[Task]
Transcribe each of the entries exactly.

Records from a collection
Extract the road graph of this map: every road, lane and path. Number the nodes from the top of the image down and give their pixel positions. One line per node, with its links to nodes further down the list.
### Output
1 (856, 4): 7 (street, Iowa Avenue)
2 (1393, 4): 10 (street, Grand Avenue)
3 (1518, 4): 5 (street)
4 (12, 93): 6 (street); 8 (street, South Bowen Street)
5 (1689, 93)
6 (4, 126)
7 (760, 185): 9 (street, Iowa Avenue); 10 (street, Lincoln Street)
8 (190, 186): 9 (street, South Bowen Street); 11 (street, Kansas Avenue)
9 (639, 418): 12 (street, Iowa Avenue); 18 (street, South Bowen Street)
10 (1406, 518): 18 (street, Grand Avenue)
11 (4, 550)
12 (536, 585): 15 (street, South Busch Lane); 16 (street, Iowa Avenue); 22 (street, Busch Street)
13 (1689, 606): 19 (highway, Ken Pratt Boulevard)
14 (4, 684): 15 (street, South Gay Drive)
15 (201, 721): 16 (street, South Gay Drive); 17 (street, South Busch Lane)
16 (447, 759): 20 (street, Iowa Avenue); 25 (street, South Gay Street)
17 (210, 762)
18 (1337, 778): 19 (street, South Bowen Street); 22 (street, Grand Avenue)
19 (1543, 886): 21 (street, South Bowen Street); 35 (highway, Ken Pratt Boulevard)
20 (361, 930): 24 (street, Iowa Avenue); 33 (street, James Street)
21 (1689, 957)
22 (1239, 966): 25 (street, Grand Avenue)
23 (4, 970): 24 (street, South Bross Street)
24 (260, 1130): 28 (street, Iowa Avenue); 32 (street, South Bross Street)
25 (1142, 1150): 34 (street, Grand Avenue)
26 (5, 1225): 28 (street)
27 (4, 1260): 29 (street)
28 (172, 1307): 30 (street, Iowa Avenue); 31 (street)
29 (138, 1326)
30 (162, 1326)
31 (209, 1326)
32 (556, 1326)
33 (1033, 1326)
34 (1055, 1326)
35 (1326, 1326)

[Completed exercise]
Extract the road graph of this map: every road, lane and path. Number the nodes from the top of the image down and give their pixel positions. One line per node, with its links to nodes further down the list.
### Output
1 (856, 4): 7 (street, Iowa Avenue)
2 (1393, 4): 10 (street, Grand Avenue)
3 (1518, 4): 5 (street)
4 (12, 93): 6 (street); 8 (street, South Bowen Street)
5 (1689, 93)
6 (4, 126)
7 (760, 185): 9 (street, Iowa Avenue); 10 (street, Lincoln Street)
8 (190, 186): 9 (street, South Bowen Street); 11 (street, Kansas Avenue)
9 (639, 418): 12 (street, Iowa Avenue); 18 (street, South Bowen Street)
10 (1406, 518): 18 (street, Grand Avenue)
11 (4, 550)
12 (536, 585): 15 (street, South Busch Lane); 16 (street, Iowa Avenue); 22 (street, Busch Street)
13 (1689, 606): 19 (highway, Ken Pratt Boulevard)
14 (4, 684): 15 (street, South Gay Drive)
15 (201, 721): 16 (street, South Gay Drive); 17 (street, South Busch Lane)
16 (447, 759): 20 (street, Iowa Avenue); 25 (street, South Gay Street)
17 (210, 762)
18 (1337, 778): 19 (street, South Bowen Street); 22 (street, Grand Avenue)
19 (1543, 886): 21 (street, South Bowen Street); 35 (highway, Ken Pratt Boulevard)
20 (361, 930): 24 (street, Iowa Avenue); 33 (street, James Street)
21 (1689, 957)
22 (1239, 966): 25 (street, Grand Avenue)
23 (4, 970): 24 (street, South Bross Street)
24 (260, 1130): 28 (street, Iowa Avenue); 32 (street, South Bross Street)
25 (1142, 1150): 34 (street, Grand Avenue)
26 (5, 1225): 28 (street)
27 (4, 1260): 29 (street)
28 (172, 1307): 30 (street, Iowa Avenue); 31 (street)
29 (138, 1326)
30 (162, 1326)
31 (209, 1326)
32 (556, 1326)
33 (1033, 1326)
34 (1055, 1326)
35 (1326, 1326)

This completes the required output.